Gallivan gave a rundown of the archaeological discoveries at Werowocomoco, highlighted by evidence of a large longhouse that he believes was the residence of Chief Powhatan himself. He explained that archaeological evidence such as carbon dating of posthole remains, the age and the size—roughly four times the size of a normal Indian house of the period— corresponded with Colonial-era descriptions of the house.
“Chief Powhatan received the Jamestown colonists several times in a house very much like this one,” Gallivan said. “John Smith’s legendary rescue by Pocahontas evidently occurred there. Of course the story of Pocahontas’s rescue of John Smith has become part of the American origin myth. In fact, we don’t know whether the rescue story truly happened—but if it did occur, it probably took place within this house.”
He went on to say that his investigations have led him to understand that Werowocomoco is more important than a location for part of the Pocahontas myth. Gallivan noted that site is greater than Powhatan himself. The city was a place of power for hundreds of years before the birth of Wahunsenacawh, Powhatan’s real name.
The Virginia officials—which included Virginia State Senator Tommy Norment and Virginia House Delegates M. Keith Hodges and Douglas Domenech, Virginia’s secretary of natural resources—all spoke of the historical and cultural importance of Werowocomoco, as did DHR Director Kathleen Kilpatrick, who brokered the conservation easement with the Ripleys. Wittman drew applause from all Virginians in the overflow crowd—Indian and non-Indian alike—when he called for advancement of federal recognition of the Virginia tribes.
“We have a moral obligation,” he said, “to make this happen.”
McDonnell said that the ceremony marked a wonderful day in the 406-year history of Virginia, as dated from the landing at Jamestown.
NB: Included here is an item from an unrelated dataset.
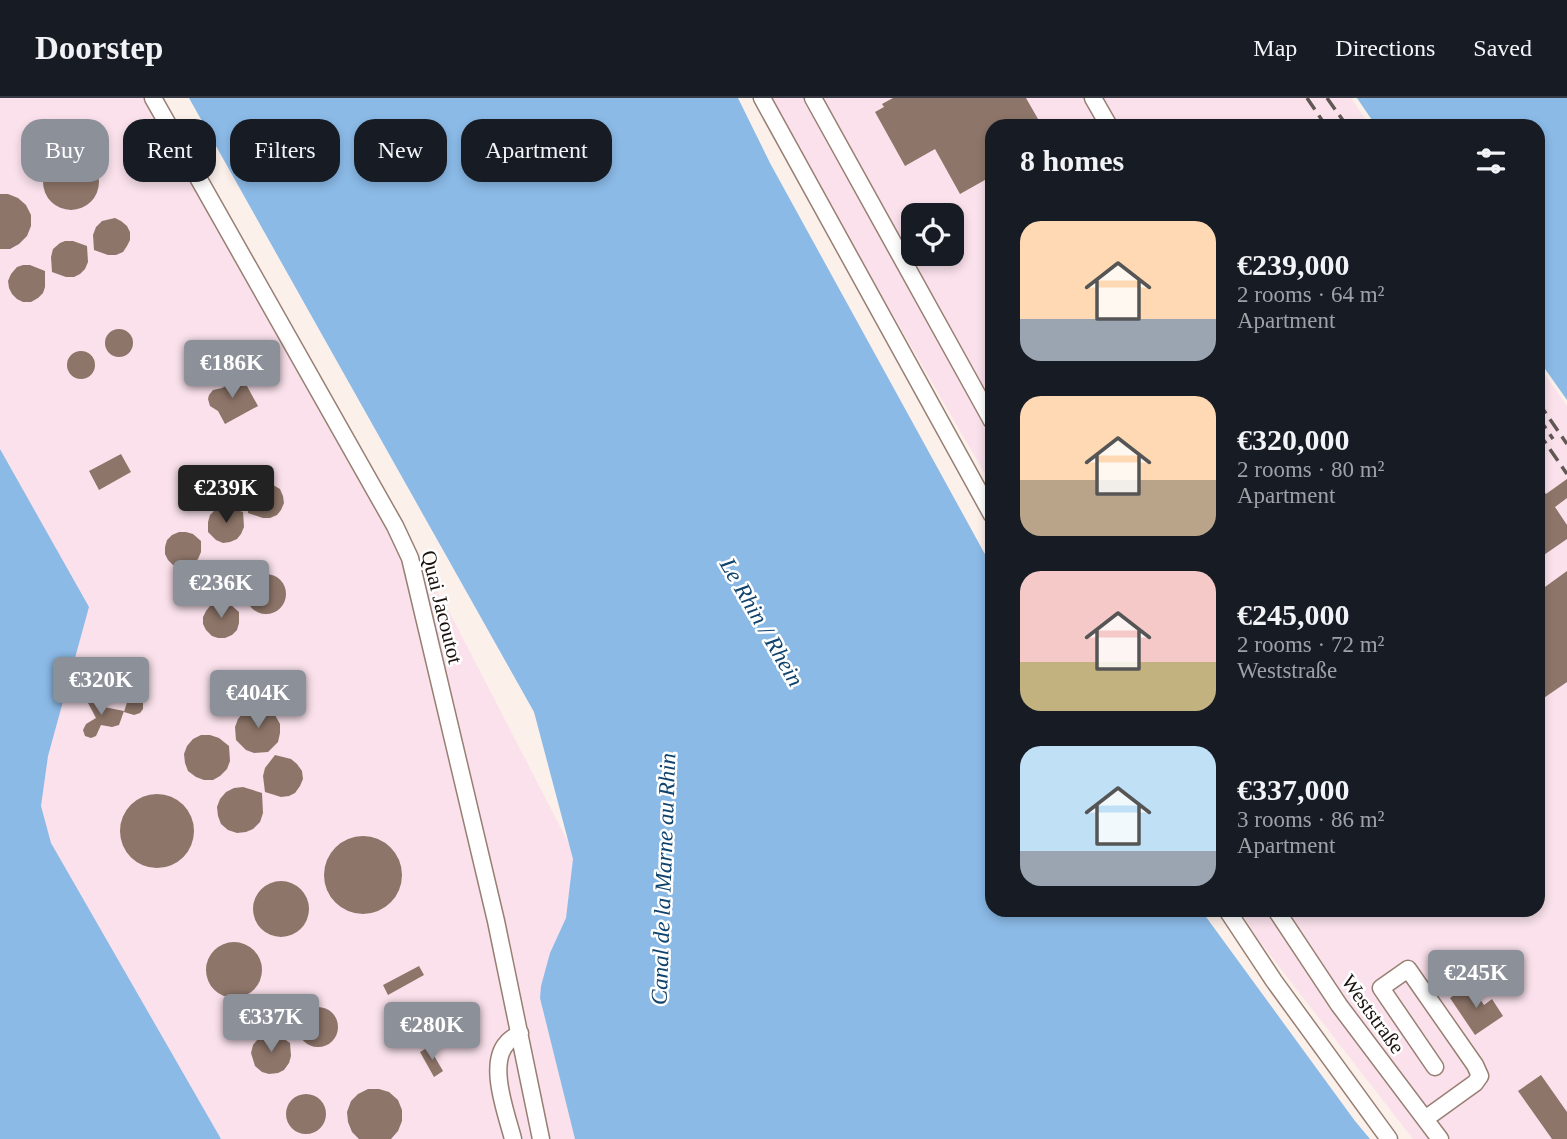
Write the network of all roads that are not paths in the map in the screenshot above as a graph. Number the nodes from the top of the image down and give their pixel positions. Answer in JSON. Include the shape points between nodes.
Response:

“But the chiefs that are here, the seven of them, know it goes back for hundreds and perhaps thousands of years before that,” he said, nodding to the front row, where the Powhatan tribes were represented by their leaders, including Chief Kevin Brown, of the Pamunkey; Chief Mark “Falling Star” Custalow, of the Mattaponi; the Chickahominy’s Stephen R. Adkins; Gene “Pathfollower” Adkins, of the Chickahominy Eastern Division; Chief G. Anne Richardson, of the Rappahannock; and Chief Kenneth Adams of the Upper Mattaponi. Members of the Nansemond were also present, although Chief Barry Bass was unable to attend.
The governor asked the gathering of more than 300 to try to become attuned to the sense of place of the site on what we now call Purtan Bay.
“Can you sense, as you sit here on the banks of this beautiful river, Chief Powhatan going out with members of his tribe to visit one of those 30-some tribes that he was responsible for, from this cultural and economic center?” Governor McDonnell asked. “Can you kinda see John Smith coming off the boat to have his one and only meeting with the chief back in December of 1607?”
The site was identified in 2003 as the political center of Powhatan’s extensive Tidewater chiefdom, which stretched from the Potomac to south of the James and from the Eastern Shore to the fall line near today’s I-95. Since 2003, archaeological work by Gallivan and others has confirmed the site’s identity as Werowocomoco.